● **Your goal**:
Go through the material and set down every line without alteration.

———

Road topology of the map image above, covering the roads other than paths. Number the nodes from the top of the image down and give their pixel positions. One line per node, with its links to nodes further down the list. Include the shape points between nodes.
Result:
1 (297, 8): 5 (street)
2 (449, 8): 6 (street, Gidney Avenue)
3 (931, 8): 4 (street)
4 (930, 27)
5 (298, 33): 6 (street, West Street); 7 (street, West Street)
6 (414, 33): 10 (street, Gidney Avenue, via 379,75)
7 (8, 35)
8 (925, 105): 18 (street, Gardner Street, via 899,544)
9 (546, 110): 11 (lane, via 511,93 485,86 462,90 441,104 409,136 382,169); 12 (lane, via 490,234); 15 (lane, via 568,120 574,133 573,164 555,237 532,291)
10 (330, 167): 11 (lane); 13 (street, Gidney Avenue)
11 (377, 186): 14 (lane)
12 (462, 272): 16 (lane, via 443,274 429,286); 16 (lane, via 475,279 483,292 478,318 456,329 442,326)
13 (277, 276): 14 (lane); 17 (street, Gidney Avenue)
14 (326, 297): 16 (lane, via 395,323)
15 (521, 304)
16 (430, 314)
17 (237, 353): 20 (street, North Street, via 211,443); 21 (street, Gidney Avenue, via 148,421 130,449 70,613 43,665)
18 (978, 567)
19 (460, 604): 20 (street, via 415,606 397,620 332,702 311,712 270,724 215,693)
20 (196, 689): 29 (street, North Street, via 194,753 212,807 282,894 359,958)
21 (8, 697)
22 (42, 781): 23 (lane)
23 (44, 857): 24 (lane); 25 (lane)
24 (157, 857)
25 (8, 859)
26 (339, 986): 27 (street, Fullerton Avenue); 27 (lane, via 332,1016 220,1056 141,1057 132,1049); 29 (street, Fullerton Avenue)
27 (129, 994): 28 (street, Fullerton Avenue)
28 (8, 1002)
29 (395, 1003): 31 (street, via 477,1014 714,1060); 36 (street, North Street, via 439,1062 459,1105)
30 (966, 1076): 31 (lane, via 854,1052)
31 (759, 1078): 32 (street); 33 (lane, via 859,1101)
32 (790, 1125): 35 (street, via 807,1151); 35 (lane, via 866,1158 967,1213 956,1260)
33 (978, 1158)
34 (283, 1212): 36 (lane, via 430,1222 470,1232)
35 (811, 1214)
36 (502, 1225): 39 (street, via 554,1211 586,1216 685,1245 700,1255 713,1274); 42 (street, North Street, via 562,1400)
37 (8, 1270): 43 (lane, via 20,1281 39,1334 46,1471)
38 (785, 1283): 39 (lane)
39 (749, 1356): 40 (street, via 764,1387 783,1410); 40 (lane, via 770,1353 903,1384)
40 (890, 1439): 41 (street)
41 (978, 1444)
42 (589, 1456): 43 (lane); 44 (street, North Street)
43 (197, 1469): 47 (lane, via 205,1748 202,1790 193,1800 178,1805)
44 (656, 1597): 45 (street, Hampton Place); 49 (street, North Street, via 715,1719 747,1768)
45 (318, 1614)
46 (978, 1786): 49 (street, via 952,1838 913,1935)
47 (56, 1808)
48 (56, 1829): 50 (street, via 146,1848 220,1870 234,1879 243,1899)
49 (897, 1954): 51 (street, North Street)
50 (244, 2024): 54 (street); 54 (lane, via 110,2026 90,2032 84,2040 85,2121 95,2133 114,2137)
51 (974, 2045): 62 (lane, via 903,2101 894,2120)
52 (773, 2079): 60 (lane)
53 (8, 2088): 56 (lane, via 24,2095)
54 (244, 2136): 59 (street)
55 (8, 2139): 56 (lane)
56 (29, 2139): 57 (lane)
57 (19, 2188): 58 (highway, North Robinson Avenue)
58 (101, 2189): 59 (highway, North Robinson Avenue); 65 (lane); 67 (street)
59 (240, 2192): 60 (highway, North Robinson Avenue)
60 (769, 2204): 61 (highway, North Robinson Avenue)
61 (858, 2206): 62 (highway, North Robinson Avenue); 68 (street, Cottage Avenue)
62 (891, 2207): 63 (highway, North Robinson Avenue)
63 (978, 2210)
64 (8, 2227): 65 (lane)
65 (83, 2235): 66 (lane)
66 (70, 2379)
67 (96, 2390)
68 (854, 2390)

———

● **Answer to this problem**:
Road topology of the map image above, covering the roads other than paths. Number the nodes from the top of the image down and give their pixel positions. One line per node, with its links to nodes further down the list. Include the shape points between nodes.
Result:
1 (297, 8): 5 (street)
2 (449, 8): 6 (street, Gidney Avenue)
3 (931, 8): 4 (street)
4 (930, 27)
5 (298, 33): 6 (street, West Street); 7 (street, West Street)
6 (414, 33): 10 (street, Gidney Avenue, via 379,75)
7 (8, 35)
8 (925, 105): 18 (street, Gardner Street, via 899,544)
9 (546, 110): 11 (lane, via 511,93 485,86 462,90 441,104 409,136 382,169); 12 (lane, via 490,234); 15 (lane, via 568,120 574,133 573,164 555,237 532,291)
10 (330, 167): 11 (lane); 13 (street, Gidney Avenue)
11 (377, 186): 14 (lane)
12 (462, 272): 16 (lane, via 443,274 429,286); 16 (lane, via 475,279 483,292 478,318 456,329 442,326)
13 (277, 276): 14 (lane); 17 (street, Gidney Avenue)
14 (326, 297): 16 (lane, via 395,323)
15 (521, 304)
16 (430, 314)
17 (237, 353): 20 (street, North Street, via 211,443); 21 (street, Gidney Avenue, via 148,421 130,449 70,613 43,665)
18 (978, 567)
19 (460, 604): 20 (street, via 415,606 397,620 332,702 311,712 270,724 215,693)
20 (196, 689): 29 (street, North Street, via 194,753 212,807 282,894 359,958)
21 (8, 697)
22 (42, 781): 23 (lane)
23 (44, 857): 24 (lane); 25 (lane)
24 (157, 857)
25 (8, 859)
26 (339, 986): 27 (street, Fullerton Avenue); 27 (lane, via 332,1016 220,1056 141,1057 132,1049); 29 (street, Fullerton Avenue)
27 (129, 994): 28 (street, Fullerton Avenue)
28 (8, 1002)
29 (395, 1003): 31 (street, via 477,1014 714,1060); 36 (street, North Street, via 439,1062 459,1105)
30 (966, 1076): 31 (lane, via 854,1052)
31 (759, 1078): 32 (street); 33 (lane, via 859,1101)
32 (790, 1125): 35 (street, via 807,1151); 35 (lane, via 866,1158 967,1213 956,1260)
33 (978, 1158)
34 (283, 1212): 36 (lane, via 430,1222 470,1232)
35 (811, 1214)
36 (502, 1225): 39 (street, via 554,1211 586,1216 685,1245 700,1255 713,1274); 42 (street, North Street, via 562,1400)
37 (8, 1270): 43 (lane, via 20,1281 39,1334 46,1471)
38 (785, 1283): 39 (lane)
39 (749, 1356): 40 (street, via 764,1387 783,1410); 40 (lane, via 770,1353 903,1384)
40 (890, 1439): 41 (street)
41 (978, 1444)
42 (589, 1456): 43 (lane); 44 (street, North Street)
43 (197, 1469): 47 (lane, via 205,1748 202,1790 193,1800 178,1805)
44 (656, 1597): 45 (street, Hampton Place); 49 (street, North Street, via 715,1719 747,1768)
45 (318, 1614)
46 (978, 1786): 49 (street, via 952,1838 913,1935)
47 (56, 1808)
48 (56, 1829): 50 (street, via 146,1848 220,1870 234,1879 243,1899)
49 (897, 1954): 51 (street, North Street)
50 (244, 2024): 54 (street); 54 (lane, via 110,2026 90,2032 84,2040 85,2121 95,2133 114,2137)
51 (974, 2045): 62 (lane, via 903,2101 894,2120)
52 (773, 2079): 60 (lane)
53 (8, 2088): 56 (lane, via 24,2095)
54 (244, 2136): 59 (street)
55 (8, 2139): 56 (lane)
56 (29, 2139): 57 (lane)
57 (19, 2188): 58 (highway, North Robinson Avenue)
58 (101, 2189): 59 (highway, North Robinson Avenue); 65 (lane); 67 (street)
59 (240, 2192): 60 (highway, North Robinson Avenue)
60 (769, 2204): 61 (highway, North Robinson Avenue)
61 (858, 2206): 62 (highway, North Robinson Avenue); 68 (street, Cottage Avenue)
62 (891, 2207): 63 (highway, North Robinson Avenue)
63 (978, 2210)
64 (8, 2227): 65 (lane)
65 (83, 2235): 66 (lane)
66 (70, 2379)
67 (96, 2390)
68 (854, 2390)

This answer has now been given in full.